A year ago I was mostly convinced that I would never have a job in the industry as a web developer. I was certain that I would always be a web hobbyist and I was O.K. with that. It wasn't until this past May, in my post entitled "No Longer a Web Hobbyist," that I announced my career as a web professional was about to begin. A lot had happened in that last semester of college. First, I decided to stop pursuing jobs in Computer Engineering and make a serious effort to find a job in the web industry. Second, I interviewed and received an offer for a position that fit what I was looking for (it was my only offer, and I got it in my last month of college). Third, I agreed to spend my summer working for a startup with a group of Cornell students in Silicon Valley.
Now I am in my second week at my new job and my title is officially "Web Developer." I had it changed because my skillset expanded a lot in the past few months and I am doing a lot of work that I didn't think I would be able to do when I interviewed. I've been thinking a lot today about all the things I did that really prepared me for my position, and I would like to share my advice with you.
The first thing I should mention is that, while I did take some courses related to web programming and information science, my coursework alone did not prepare me for my job. There are a lot of reasons for this:
- Most web programming courses are months — even years — behind what is going on in the industry
- These courses are also impeded by those students who don't have a solid programming background.
- There are a ton of things to learn in web programming that your courses alone can't cover.
That being said, courses are essential and I don't want to make anyone think that they aren't worth taking. My advice, however, is to go beyond your coursework, especially while you are in college. Here are the things that really helped me prepare for my career:
- Learn concepts, not syntax. Some people have the misconception that you should try and pick up as many programming languages as you can. The truth is that a lot of things work pretty much the same way across all the programming languages out there; you have your loops, your conditions, and some handful of data structures at your disposal. What you should know are the concepts… learn object oriented programming. Build something with the MVC model. Manipulate files and work with databases. Learn as many concepts as you can, because when you do, you will have learned a lot of techniques for solving problems and you will be able to pick up new languages quickly.

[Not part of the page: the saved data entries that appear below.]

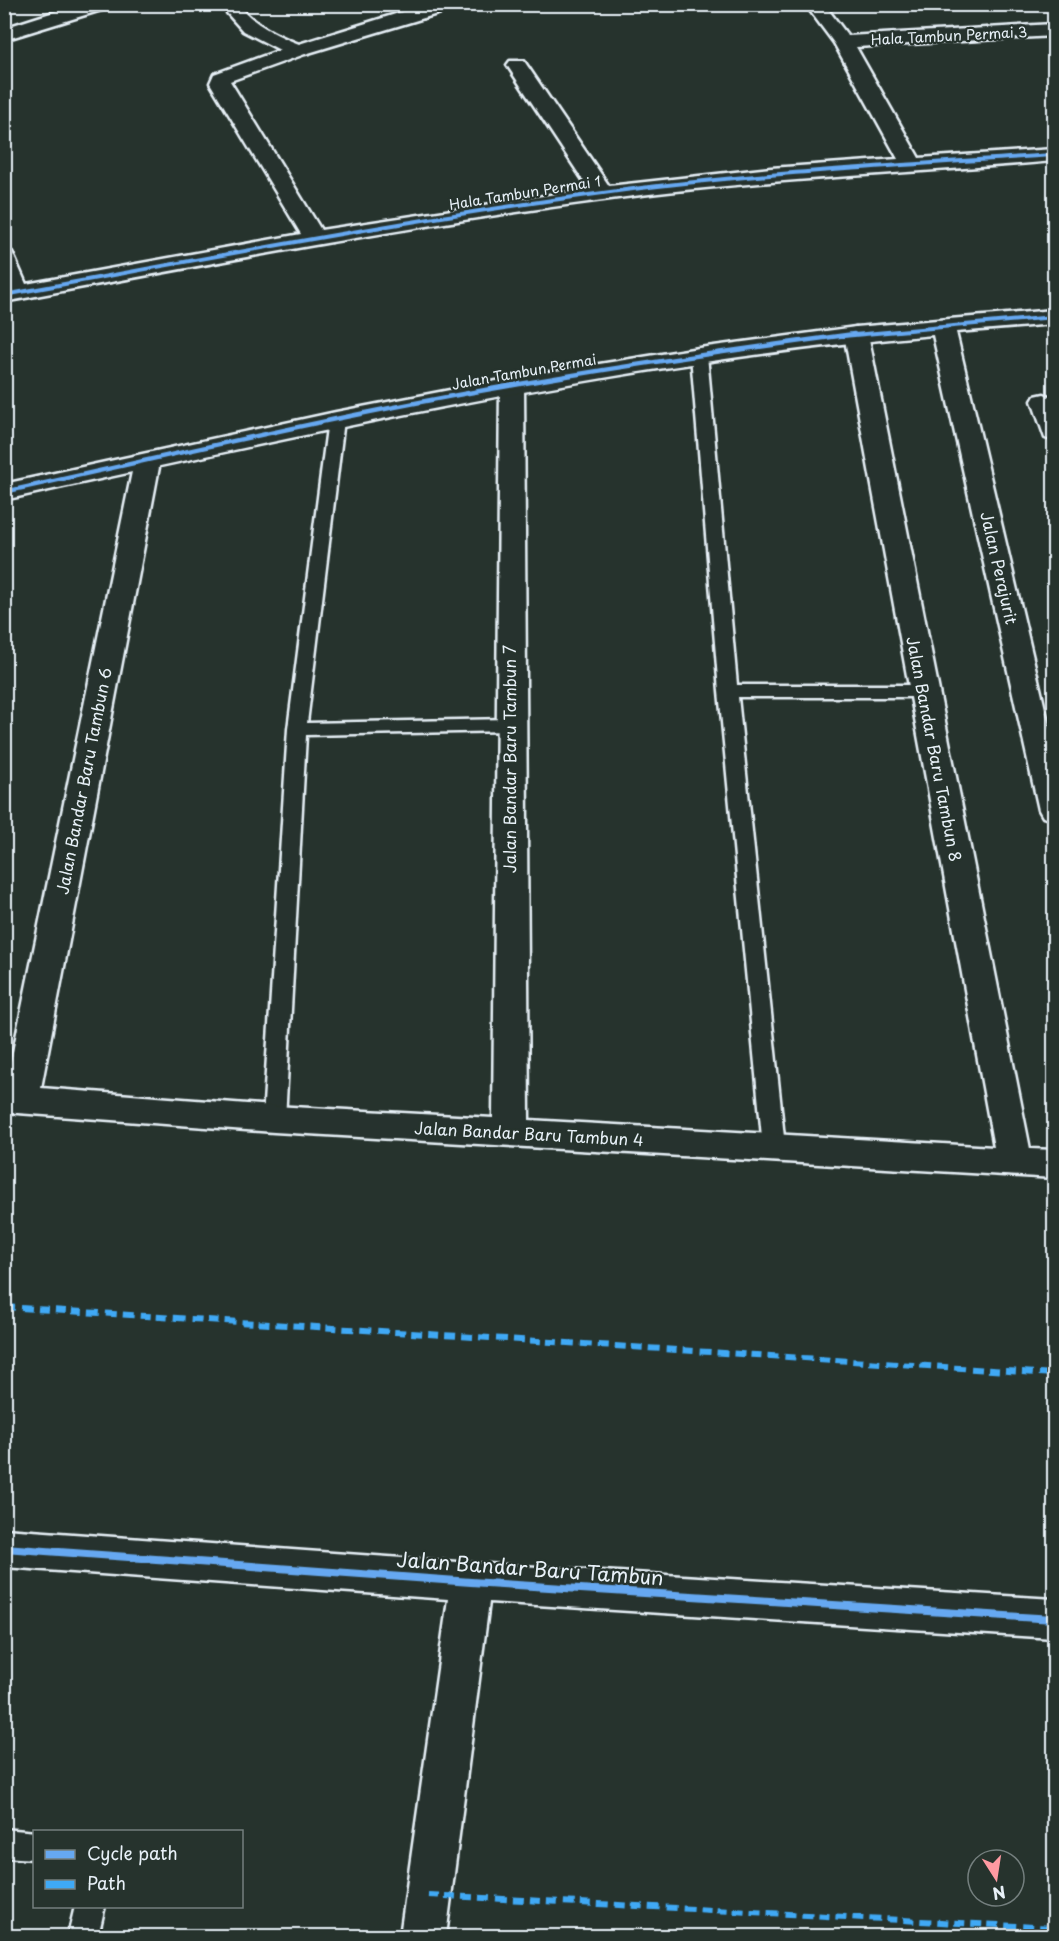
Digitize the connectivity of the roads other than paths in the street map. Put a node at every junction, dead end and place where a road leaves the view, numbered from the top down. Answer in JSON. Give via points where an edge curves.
{"nodes":[{"id":1,"x":101,"y":4,"type":"edge"},
{"id":2,"x":228,"y":4,"type":"edge"},
{"id":3,"x":450,"y":4,"type":"edge"},
{"id":4,"x":814,"y":4,"type":"edge"},
{"id":5,"x":1054,"y":30,"type":"edge"},
{"id":6,"x":4,"y":34,"type":"edge"},
{"id":7,"x":843,"y":42,"type":"junction"},
{"id":8,"x":298,"y":50,"type":"junction"},
{"id":9,"x":517,"y":66,"type":"dead end"},
{"id":10,"x":1054,"y":155,"type":"edge"},
{"id":11,"x":911,"y":163,"type":"junction"},
{"id":12,"x":603,"y":193,"type":"junction"},
{"id":13,"x":315,"y":238,"type":"junction"},
{"id":14,"x":4,"y":257,"type":"edge"},
{"id":15,"x":11,"y":293,"type":"edge"},
{"id":16,"x":1054,"y":317,"type":"edge"},
{"id":17,"x":943,"y":326,"type":"junction"},
{"id":18,"x":856,"y":334,"type":"junction"},
{"id":19,"x":699,"y":355,"type":"junction"},
{"id":20,"x":512,"y":385,"type":"junction"},
{"id":21,"x":1044,"y":401,"type":"dead end"},
{"id":22,"x":336,"y":420,"type":"junction"},
{"id":23,"x":1054,"y":433,"type":"edge"},
{"id":24,"x":147,"y":462,"type":"junction"},
{"id":25,"x":4,"y":492,"type":"edge"},
{"id":26,"x":728,"y":691,"type":"junction"},
{"id":27,"x":923,"y":691,"type":"junction"},
{"id":28,"x":510,"y":725,"type":"junction"},
{"id":29,"x":297,"y":729,"type":"junction"},
{"id":30,"x":1054,"y":810,"type":"edge"},
{"id":31,"x":13,"y":1099,"type":"edge"},
{"id":32,"x":274,"y":1119,"type":"junction"},
{"id":33,"x":511,"y":1133,"type":"junction"},
{"id":34,"x":774,"y":1147,"type":"junction"},
{"id":35,"x":1014,"y":1163,"type":"junction"},
{"id":36,"x":1054,"y":1164,"type":"edge"},
{"id":37,"x":4,"y":1548,"type":"edge"},
{"id":38,"x":471,"y":1582,"type":"junction"},
{"id":39,"x":1054,"y":1619,"type":"edge"},
{"id":40,"x":4,"y":1844,"type":"edge"},
{"id":41,"x":33,"y":1845,"type":"edge"},
{"id":42,"x":90,"y":1908,"type":"edge"},
{"id":43,"x":83,"y":1936,"type":"edge"},
{"id":44,"x":423,"y":1936,"type":"edge"}],
"edges":[{"from":1,"to":6,"type":"street"},
{"from":2,"to":8,"type":"street","via":[[256,30]]},
{"from":3,"to":8,"type":"street"},
{"from":4,"to":7,"type":"street"},
{"from":5,"to":7,"type":"street","name":"Hala Tambun Permai 3"},
{"from":7,"to":11,"type":"street"},
{"from":8,"to":13,"type":"street","via":[[227,74],[220,83]]},
{"from":9,"to":12,"type":"street"},
{"from":10,"to":11,"type":"street","name":"Hala Tambun Permai 1"},
{"from":11,"to":12,"type":"street","name":"Hala Tambun Permai 1"},
{"from":12,"to":13,"type":"street","name":"Hala Tambun Permai 1"},
{"from":13,"to":15,"type":"street","name":"Hala Tambun Permai 1"},
{"from":14,"to":15,"type":"street"},
{"from":16,"to":17,"type":"street","name":"Jalan Tambun Permai"},
{"from":17,"to":18,"type":"street","name":"Jalan Tambun Permai"},
{"from":17,"to":30,"type":"street","name":"Jalan Perajurit"},
{"from":18,"to":19,"type":"street","name":"Jalan Tambun Permai"},
{"from":18,"to":27,"type":"street","name":"Jalan Bandar Baru Tambun 8"},
{"from":19,"to":20,"type":"street","name":"Jalan Tambun Permai"},
{"from":19,"to":26,"type":"lane"},
{"from":20,"to":22,"type":"street","name":"Jalan Tambun Permai"},
{"from":20,"to":28,"type":"street","name":"Jalan Bandar Baru Tambun 7"},
{"from":21,"to":23,"type":"street"},
{"from":22,"to":24,"type":"street","name":"Jalan Tambun Permai"},
{"from":22,"to":29,"type":"lane"},
{"from":24,"to":25,"type":"street","name":"Jalan Tambun Permai"},
{"from":24,"to":31,"type":"street","name":"Jalan Bandar Baru Tambun 6"},
{"from":26,"to":27,"type":"lane"},
{"from":26,"to":34,"type":"lane"},
{"from":27,"to":35,"type":"street","name":"Jalan Bandar Baru Tambun 8"},
{"from":28,"to":29,"type":"lane"},
{"from":28,"to":33,"type":"street","name":"Jalan Bandar Baru Tambun 7"},
{"from":29,"to":32,"type":"lane"},
{"from":31,"to":32,"type":"street","name":"Jalan Bandar Baru Tambun 4"},
{"from":32,"to":33,"type":"street","name":"Jalan Bandar Baru Tambun 4"},
{"from":33,"to":34,"type":"street","name":"Jalan Bandar Baru Tambun 4"},
{"from":34,"to":35,"type":"street","name":"Jalan Bandar Baru Tambun 4"},
{"from":35,"to":36,"type":"street","name":"Jalan Bandar Baru Tambun 4"},
{"from":37,"to":38,"type":"street","name":"Jalan Bandar Baru Tambun"},
{"from":38,"to":39,"type":"street","name":"Jalan Bandar Baru Tambun"},
{"from":38,"to":44,"type":"street"},
{"from":40,"to":41,"type":"lane"},
{"from":42,"to":43,"type":"lane"}]}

- Get some experience programming off the web. It might be hard to believe that you can learn a lot from writing a "classic" language like C and making software that runs on a computer (or a video game console, or an embedded chip), but you can learn a lot from it that you will find yourself applying to anything programming-related that you do.
- Learn XML and play with APIs. APIs are where the web is headed right now so it's good to have some experience with them. Some really good ones to play with are Flickr and Facebook. Along with APIs, you should learn how to work with the various data formats that are used to send information, such as XML and JSON (but don't try to write your own parser unless you are a masochist).
- Practice good coding principles. One of the most important things I learned about programming is how to write clean code. If you are not accustomed to keeping your code organized (functions go in one place, SQL queries in another, etc. etc.) and commenting the things you do, you really need to change your habits. Otherwise you will regret it a lot down the line when you are working with teams and building large, complex applications.
- Learn to read bad code. I hate to break it to you, but more often than not you are going to have to look at code that someone else wrote and usually it will look horrendous. Regardless of how much you might want to delete it all and write it again from scratch, you are going to have to figure out what it does and work with it. It's good to get used to this early on and save yourself the head-to-desk episodes when it happens at your job.
- Teach yourself as much about design as possible. On the web, everything you do is user-centric. Even if you don't have the natural artistic talent that a designer needs, you should still try to learn everything about design you possibly can. Pick up some Photoshop techniques, learn about user interface design principles, and get a mind for conveying messages visually. It will help a lot in understanding the design phase of every website, and it will expand your skillset too.
- Run your own website(s)/do some advertising/build your own web app(s). There are a lot of things that you can learn only through experience. Start a blog and see how many readers you can attract. Run some advertising and figure out what works. Build some web apps and cover the steps of making user account systems and developing both the front-end and the back-end. The time I put into my websites and into building my first web application really paid off in terms of how much I learned, especially since I learned things that I could never have learned in class.
- Work freelance. It's easy to build websites for yourself; it isn't until you work for clients that you realize how difficult it is to take someone else's idea to implementation. Plus, maintaining good client relations is a great way to build your people skills.
- Work at least once on a team. Regardless of what the work itself entails, you should definitely get some experience working with others. It will teach you to rely on other people for portions of projects and write code that others can work with.
- Get on the chatter. You can become very knowledgeable about web development simply by listening to what others are saying on the web. Read blogs, follow mailing lists, join discussion boards, etc. Doing so will allow you to learn about things you never would have heard about on your own and keep you ahead of the fast pace of the web industry.
That conveniently makes for 10 points, and we all know how popular 10-lists are… anyway, I hope everyone finds that advice useful. If you are a web developer, share your own advice for others in the comments.